Our findings support earlier studies (15) that factors in addition to hypoxia, e.g. acidosis, must be present for the apoptotic process to occur. The previously reported apoptotic changes in response to hypoxia in neonatal cultured cardiomyocytes (10–14) may not adequately represent the in vivo situation as well as our model does. This could possibly be because of the loss of survival signals emanating from the extracellular matrix in the intact heart when cardiomyocytes are grown in culture (37, 38). Moreover, many of the previous reports that demonstrated cardiac apoptosis in cell culture experiments used shorter duration, but more severe, hypoxia compared with our model. Thus, cardiomyocyte apoptosis may be related to the severity of hypoxia as well as the duration of exposure to the hypoxic insult.

In our rat model of chronic neonatal hypoxia, there was a significant increase in the cardiac mass. Although both ventricles were involved, the RV was more affected than the LV. In attempting to explain this finding, we found no evidence for edema, fibrosis, or inflammatory cell infiltration and only mild hypertrophy. We speculate that cardiomyocyte proliferation occurs in the neonatal rat heart in response to chronic hypoxia and accounts for the significant increase in cardiac mass.
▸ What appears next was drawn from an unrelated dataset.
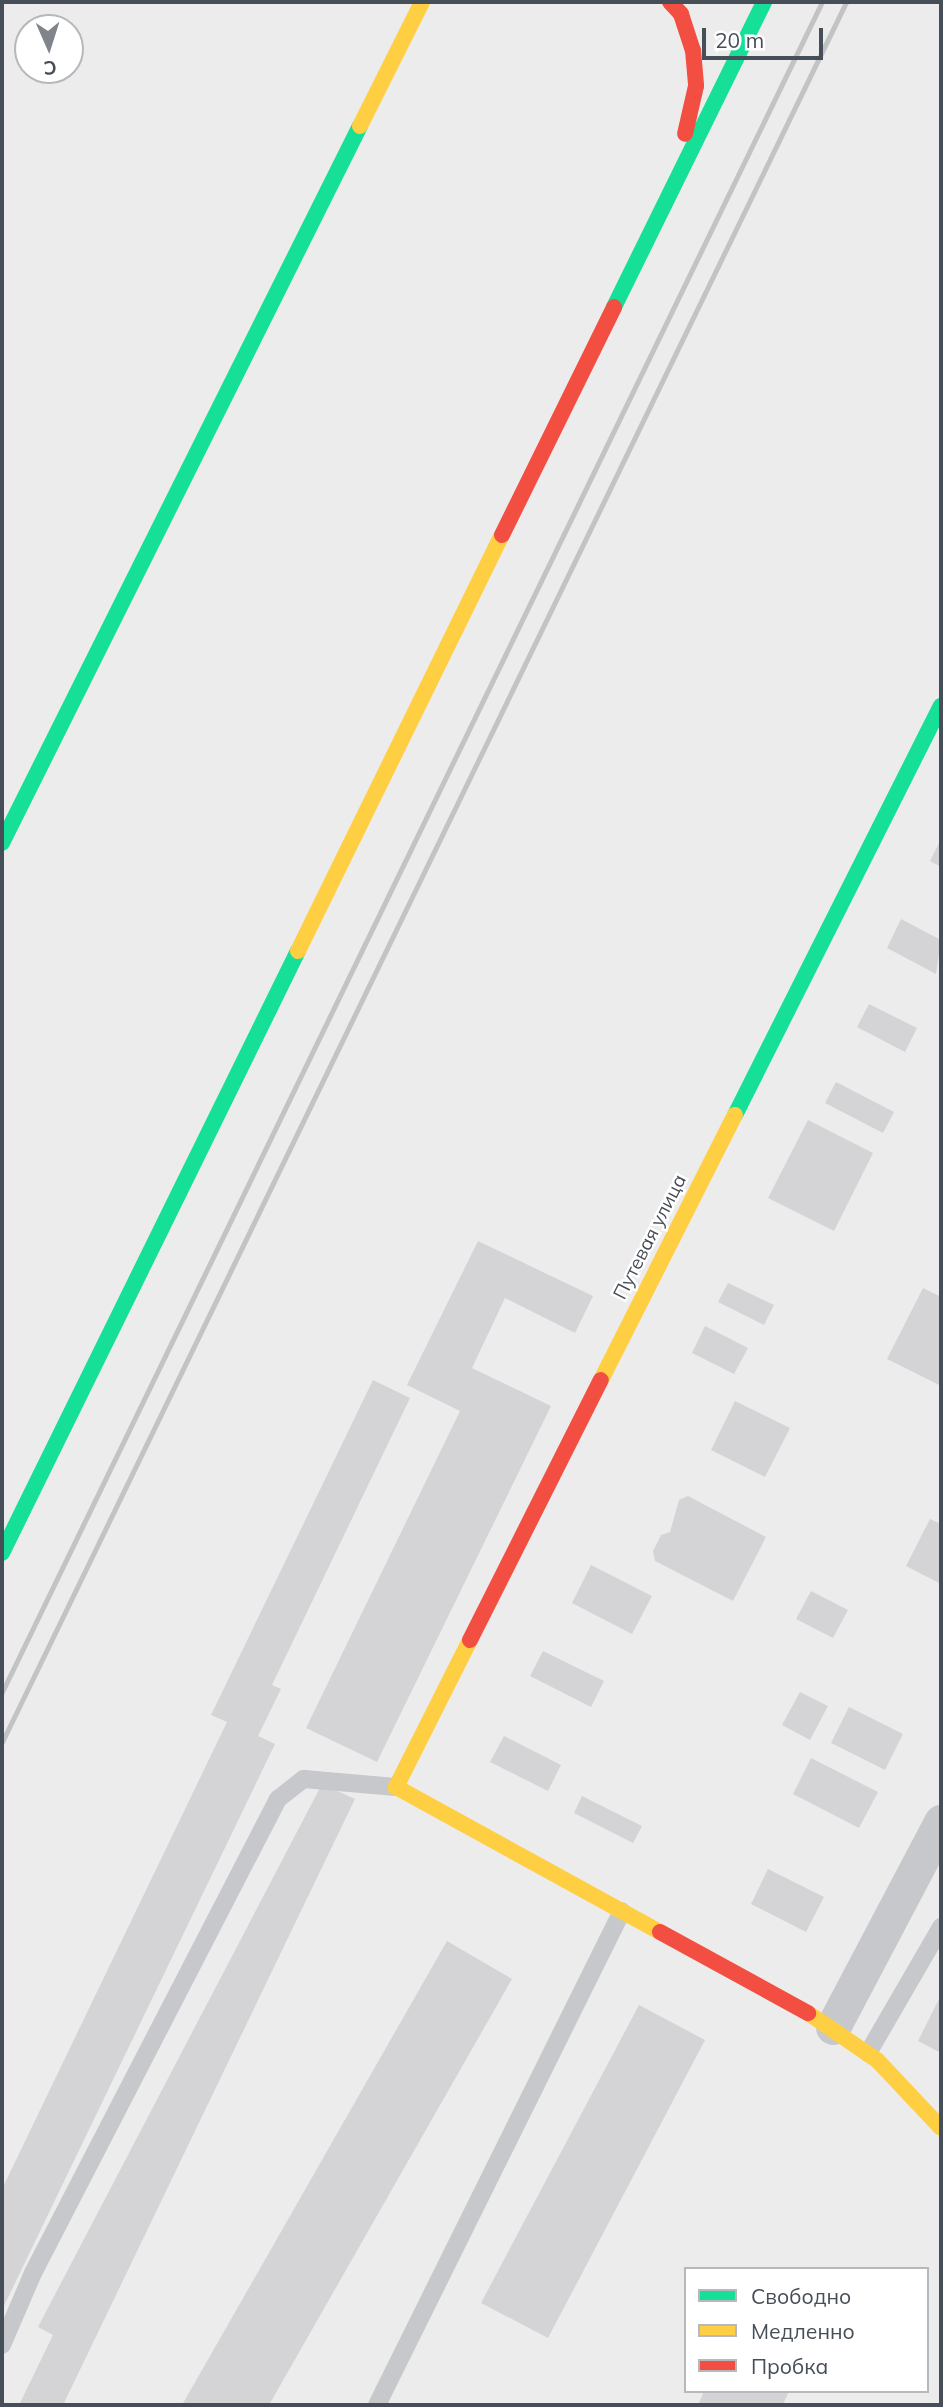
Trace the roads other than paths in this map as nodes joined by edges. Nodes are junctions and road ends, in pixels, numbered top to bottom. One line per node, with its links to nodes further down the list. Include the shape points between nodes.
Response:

More specific experiments are required to evaluate the role of cardiomyocyte proliferation in this response.

Recently, multiple lines of evidence have shown a role for ceramide in inducing apoptosis and cell cycle arrest (26, 39). The intracellular levels of ceramide increase shortly before biochemical events typical of apoptosis appear (40). For example, in the ischemia-reperfusion rat model, ischemic cardiac tissue ceramide levels increased by 1.5- to 4.5-fold after ligation of the left coronary artery for 30–210 min, followed by massive apoptosis (20). In our model, there was neither apoptosis nor ceramide elevation in response to chronic hypoxia. Instead, we found a significantly lower level of ceramide in the hypoxic RV at 4 wk compared with the control RV. This was accompanied by a significant increase in RV mass in the hypoxic versus control rats. No such differences were found in the LV. These findings are compatible with the proposed role of ceramide as a negative regulator of cell growth. We speculate that the lower ceramide content in the RV may serve to suppress any ceramide-mediated apoptosis and cell cycle arrest that could be triggered in the RV during the perinatal transitional period. This would allow the survival, and possibly enhanced proliferation, of cardiomyocytes that would have otherwise undergone apoptosis. Thus, the lower ceramide content may be an adaptive, biochemically regulated process that allows myocyte growth and proliferation in the dominant ventricle in response to chronic hypoxia and pulmonary hypertension. Curiously, we also found that ceramide levels were significantly increased in control ventricles at 4 wk compared with 1 wk of life. This raises the possibility that ceramide may be playing a role in the tissue remodeling that normally occurs in this transition period. More specific experiments will be needed for defining this role.

The cyanotic congenital heart diseases are associated with significant morbidity and mortality. Better understanding of the changes in the myocyte secondary to chronic hypoxemia, in particular cell death and its timing and severity in relationship to the duration and level of cyanosis, will allow us to better understand the approach and timing of interventional surgery. Also, it may help in improved understanding of the adaptive changes in the myocyte associated with hypoxia and thus the development of novel cardioprotective strategies for the child with cyanotic congenital heart disease, or an adult with chronic hypoxia secondary to lung disease.